Une communication objective et retenue finit toutefois par payer, car informer est une tâche permanente sur le long parcours qui va du coup d'envoi d'un projet législatif à la votation populaire, et au cours duquel il s'agit de créer des majorités, aussi bien au Conseil fédéral, parmi les cantons, au Parlement, que parmi le peuple.

Avant une votation, les citoyens et les citoyennes attendent une information objective de la part de l'autorité exécutive suprême. Ils ont le droit de connaître la position du gouvernement et les arguments pour et contre un objet. Ce n'est qu'en étant informés de manière complète par les autorités que les citoyens et les citoyennes peuvent exercer judicieusement leurs droits politiques.

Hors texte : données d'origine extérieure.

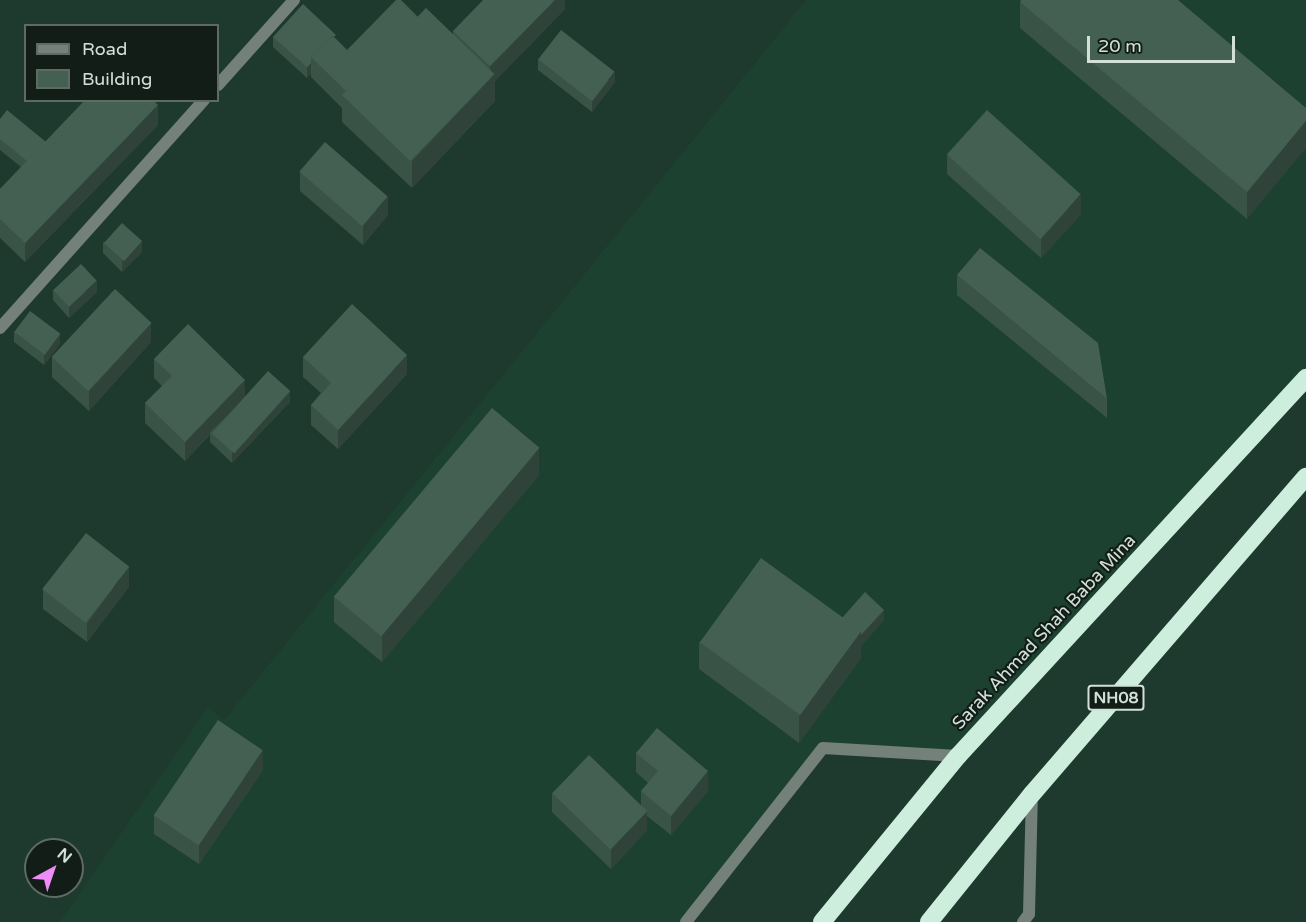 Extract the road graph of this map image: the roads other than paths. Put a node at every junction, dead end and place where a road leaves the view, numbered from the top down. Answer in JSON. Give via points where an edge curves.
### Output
{"nodes":[{"id":1,"x":294,"y":0,"type":"edge"},
{"id":2,"x":219,"y":84,"type":"edge"},
{"id":3,"x":202,"y":102,"type":"edge"},
{"id":4,"x":1,"y":326,"type":"edge"},
{"id":5,"x":1306,"y":378,"type":"edge"},
{"id":6,"x":1306,"y":477,"type":"edge"},
{"id":7,"x":958,"y":756,"type":"junction"},
{"id":8,"x":1032,"y":795,"type":"junction"},
{"id":9,"x":686,"y":922,"type":"edge"},
{"id":10,"x":822,"y":922,"type":"edge"},
{"id":11,"x":929,"y":922,"type":"edge"},
{"id":12,"x":1023,"y":922,"type":"edge"}],
"edges":[{"from":1,"to":2,"type":"street"},
{"from":3,"to":4,"type":"street"},
{"from":5,"to":7,"type":"highway","name":"Sarak Ahmad Shah Baba Mina"},
{"from":6,"to":8,"type":"highway","number":"NH08"},
{"from":7,"to":9,"type":"street","via":[[823,748]]},
{"from":7,"to":10,"type":"highway","name":"Sarak Ahmad Shah Baba Mina"},
{"from":8,"to":11,"type":"highway","number":"NH08"},
{"from":8,"to":12,"type":"street","via":[[1029,914]]}]} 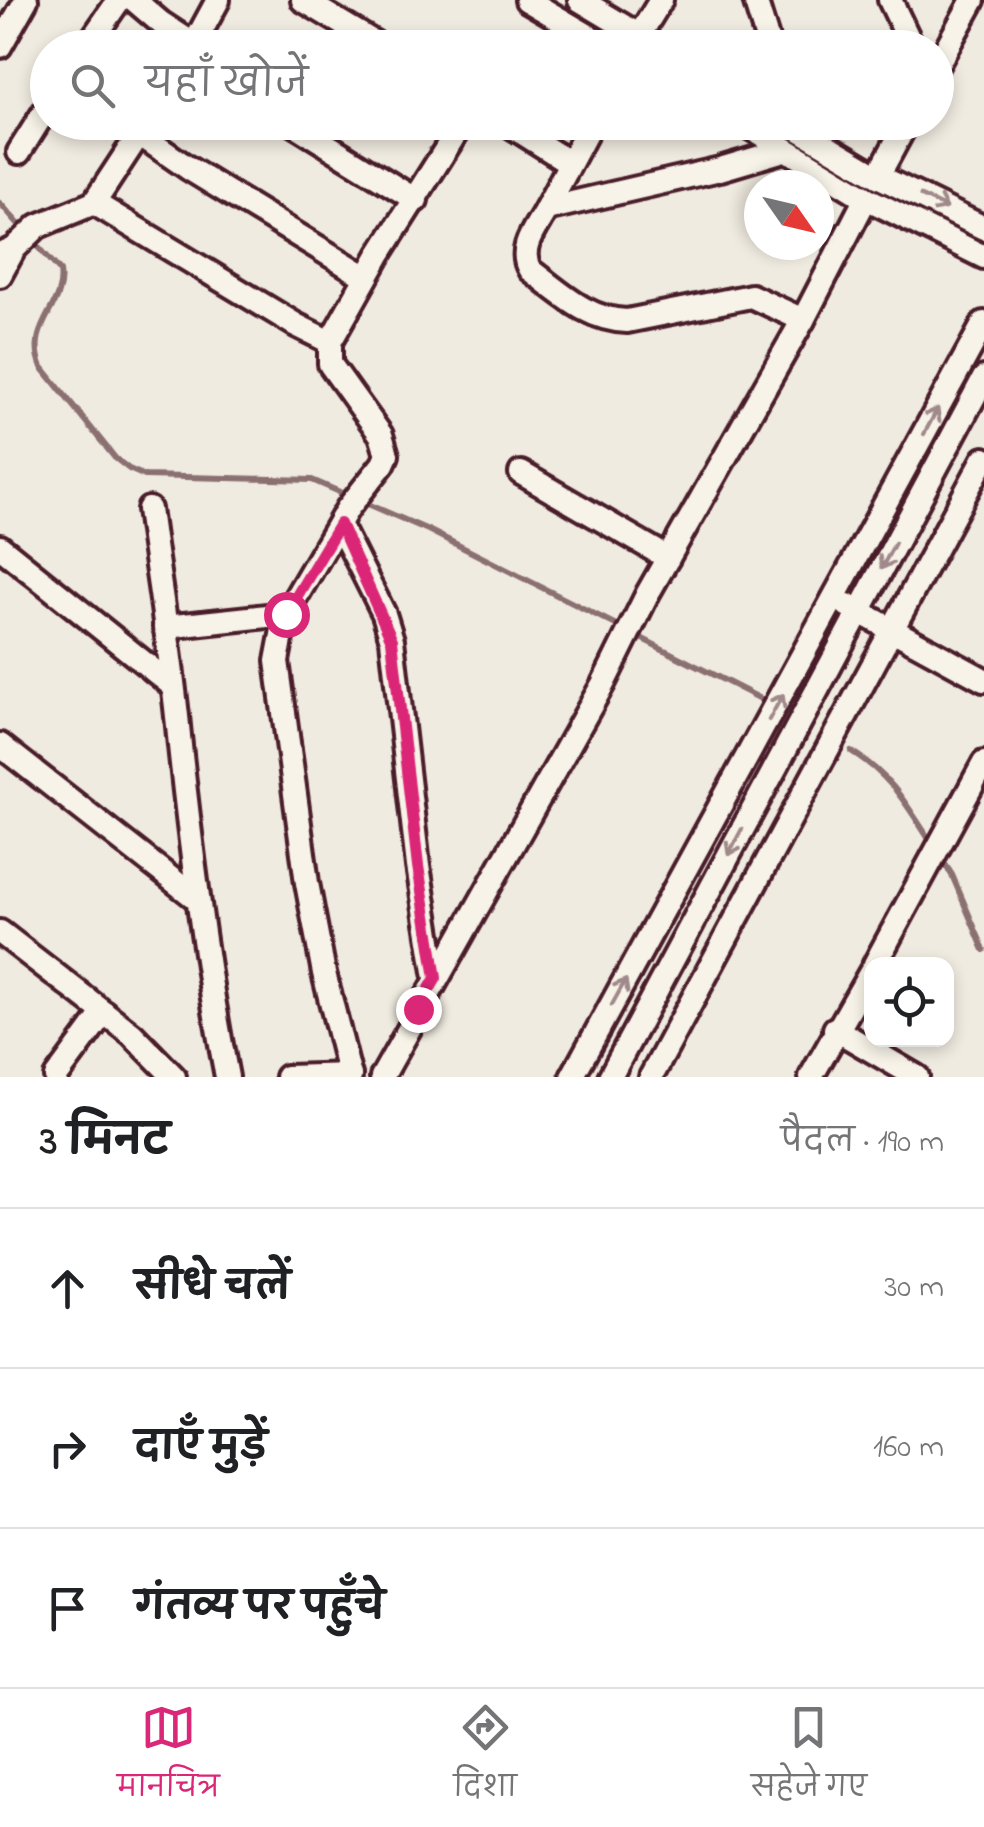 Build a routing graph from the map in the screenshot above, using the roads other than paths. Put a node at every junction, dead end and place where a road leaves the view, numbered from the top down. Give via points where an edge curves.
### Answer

Il ne faut donc pas attendre la campagne de votation pour aborder les questions fondamentales. Les autorités doivent mettre en avant leurs arguments aussi tôt que possible, pour que l'opinion publique puisse se former continûment. L'équité l'exige d'ailleurs, car les opposants peuvent ainsi formuler leurs objections. Les citoyens et les citoyennes ayant le droit de vote disposent ainsi de tout l'éventail des arguments, pro et contra.

Mesdames et Messieurs,

Je vous remercie de votre attention et vous souhaite d'avoir ces prochains jours des entretiens et des discussions stimulants.